Top of DATASET EXCERPTS
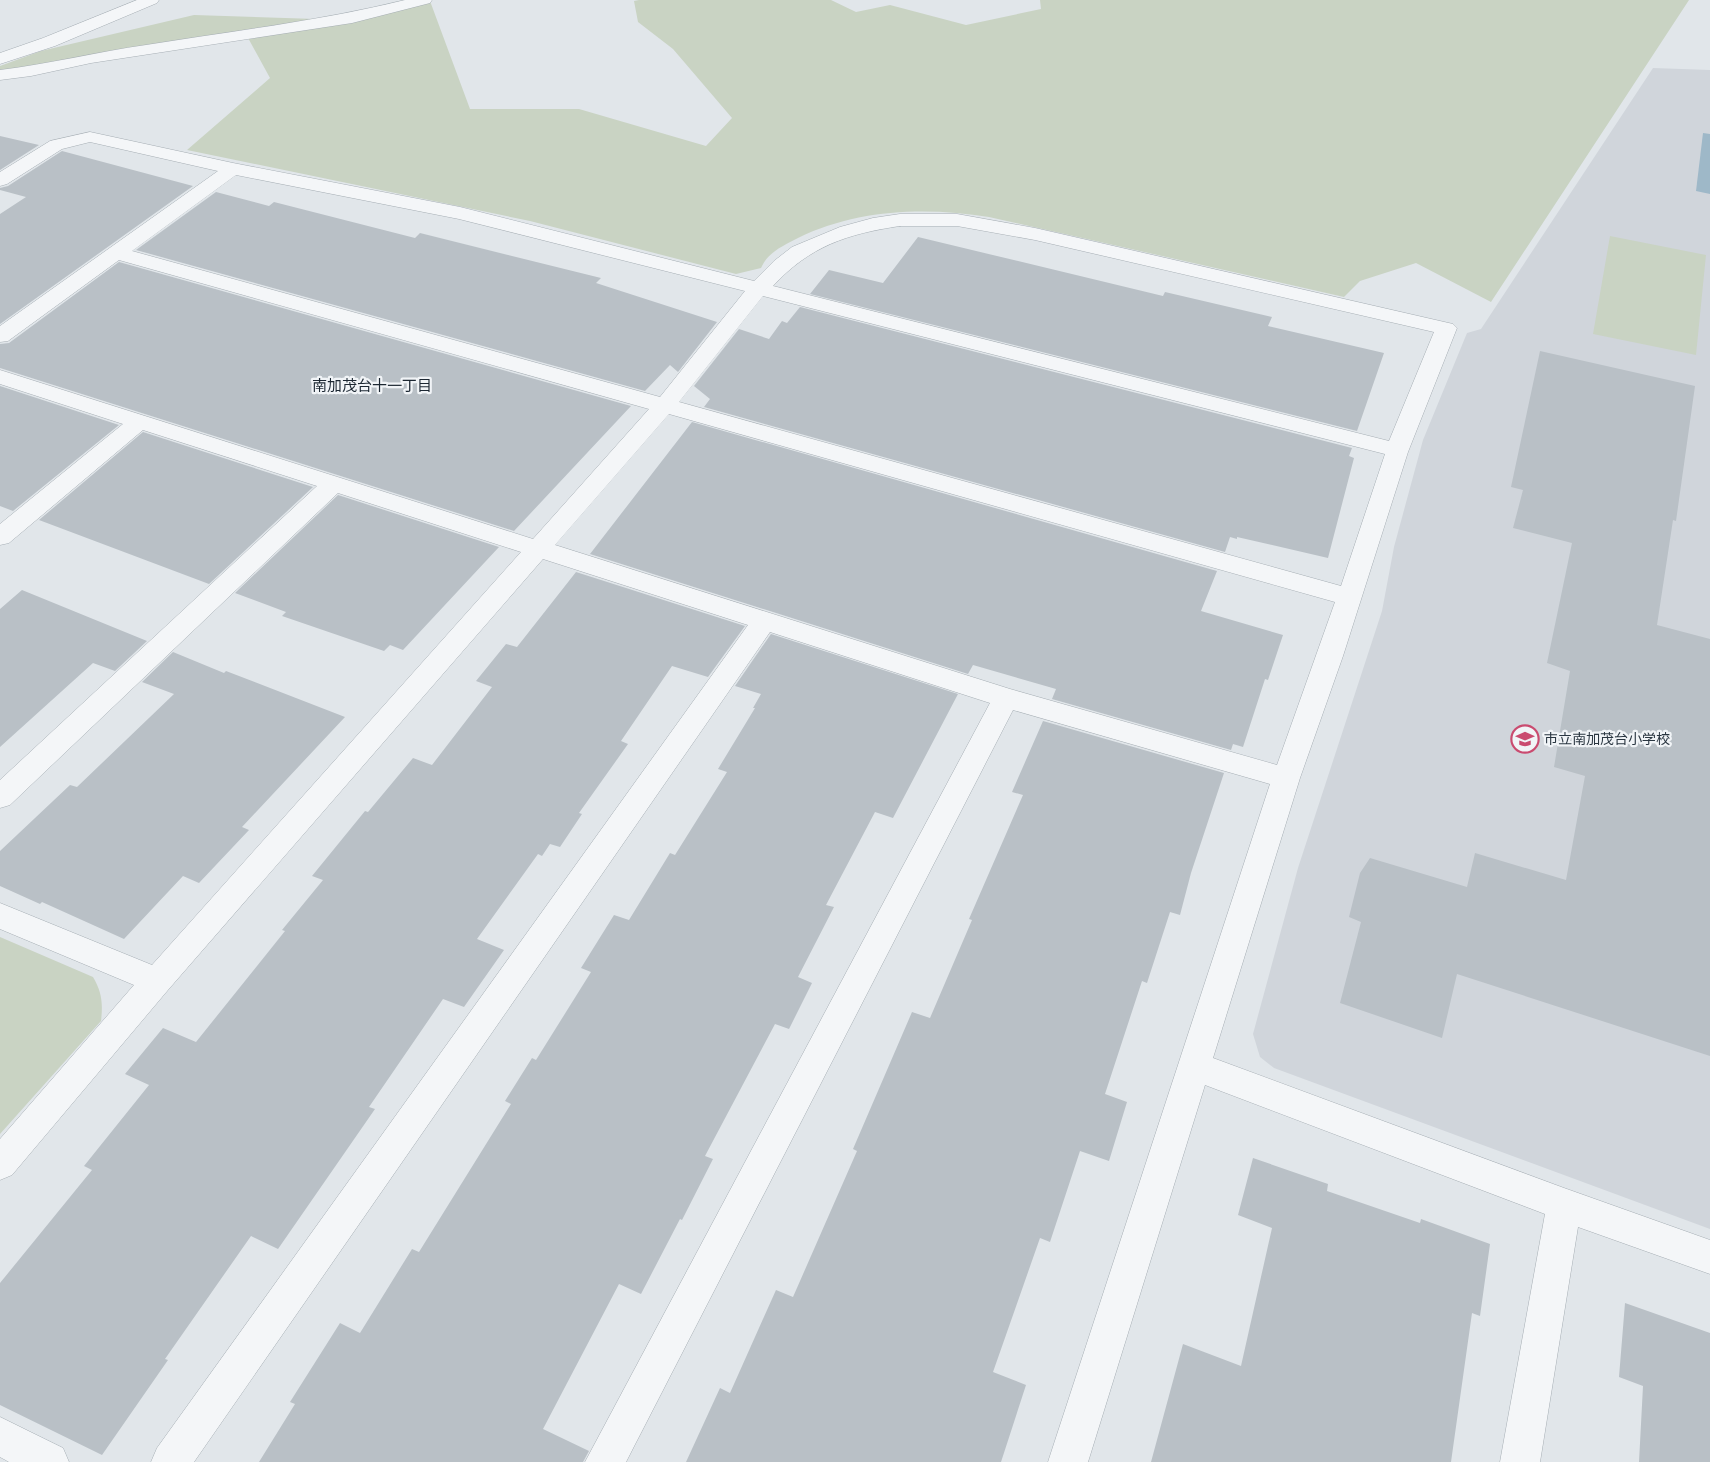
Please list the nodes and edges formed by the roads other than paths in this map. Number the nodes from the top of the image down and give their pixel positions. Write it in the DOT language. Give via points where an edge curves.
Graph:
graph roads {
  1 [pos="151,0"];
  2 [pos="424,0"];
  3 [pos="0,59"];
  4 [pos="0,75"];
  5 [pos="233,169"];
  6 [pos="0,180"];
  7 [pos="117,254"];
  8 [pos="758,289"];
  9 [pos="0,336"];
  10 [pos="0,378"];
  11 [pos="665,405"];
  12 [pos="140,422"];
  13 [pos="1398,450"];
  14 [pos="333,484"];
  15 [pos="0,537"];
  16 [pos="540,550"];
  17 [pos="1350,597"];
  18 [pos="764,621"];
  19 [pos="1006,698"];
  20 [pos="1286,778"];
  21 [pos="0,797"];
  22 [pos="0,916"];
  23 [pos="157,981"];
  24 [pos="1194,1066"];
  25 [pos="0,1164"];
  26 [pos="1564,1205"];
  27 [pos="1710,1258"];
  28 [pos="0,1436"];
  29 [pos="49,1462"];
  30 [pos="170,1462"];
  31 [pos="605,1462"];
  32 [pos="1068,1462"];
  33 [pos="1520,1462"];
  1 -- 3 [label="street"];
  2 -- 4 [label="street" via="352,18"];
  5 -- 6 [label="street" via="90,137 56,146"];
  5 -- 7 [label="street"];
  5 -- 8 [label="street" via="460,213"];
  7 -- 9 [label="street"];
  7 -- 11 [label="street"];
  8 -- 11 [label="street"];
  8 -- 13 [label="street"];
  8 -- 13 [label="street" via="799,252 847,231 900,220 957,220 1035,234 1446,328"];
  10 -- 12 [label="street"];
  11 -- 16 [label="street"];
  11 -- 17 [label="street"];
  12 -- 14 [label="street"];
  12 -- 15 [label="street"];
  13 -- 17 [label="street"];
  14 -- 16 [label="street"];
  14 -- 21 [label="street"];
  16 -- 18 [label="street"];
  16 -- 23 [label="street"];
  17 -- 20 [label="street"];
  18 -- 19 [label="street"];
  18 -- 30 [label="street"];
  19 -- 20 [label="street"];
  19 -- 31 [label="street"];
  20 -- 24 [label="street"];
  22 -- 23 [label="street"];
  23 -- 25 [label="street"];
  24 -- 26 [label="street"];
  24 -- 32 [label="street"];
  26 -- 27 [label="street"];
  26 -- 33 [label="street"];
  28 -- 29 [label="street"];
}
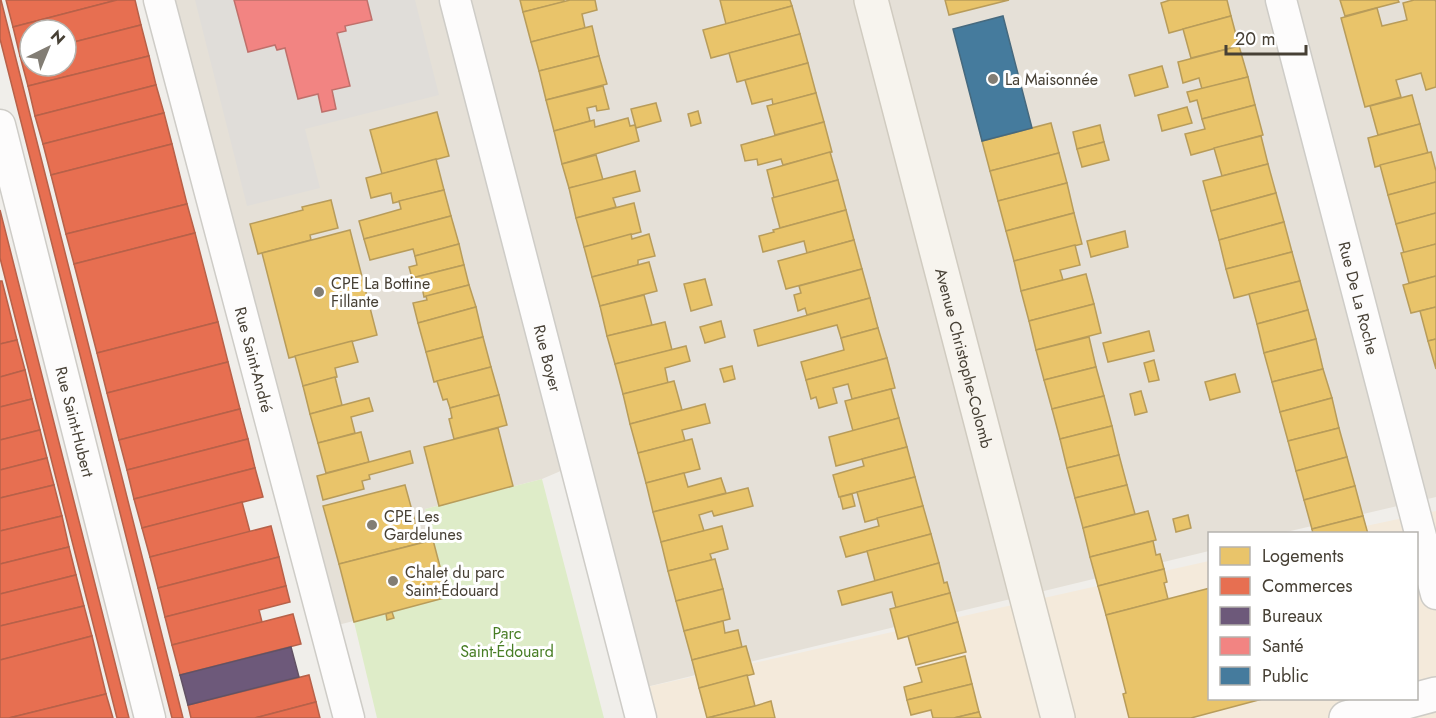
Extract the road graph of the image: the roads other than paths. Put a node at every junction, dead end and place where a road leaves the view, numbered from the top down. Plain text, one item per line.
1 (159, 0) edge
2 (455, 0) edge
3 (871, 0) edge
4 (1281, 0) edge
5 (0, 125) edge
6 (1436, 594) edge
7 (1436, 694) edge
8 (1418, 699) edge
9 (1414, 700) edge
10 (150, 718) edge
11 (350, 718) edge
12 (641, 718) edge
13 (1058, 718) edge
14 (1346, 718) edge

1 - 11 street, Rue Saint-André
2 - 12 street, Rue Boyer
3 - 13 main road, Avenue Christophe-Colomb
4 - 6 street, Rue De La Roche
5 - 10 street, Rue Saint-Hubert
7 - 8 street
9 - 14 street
Bottom of DATASET EXCERPTS
THE TASK:
Lines containing the string "Saint" in the listing: say how many there are, giving only the number.

FINAL ANSWER:
2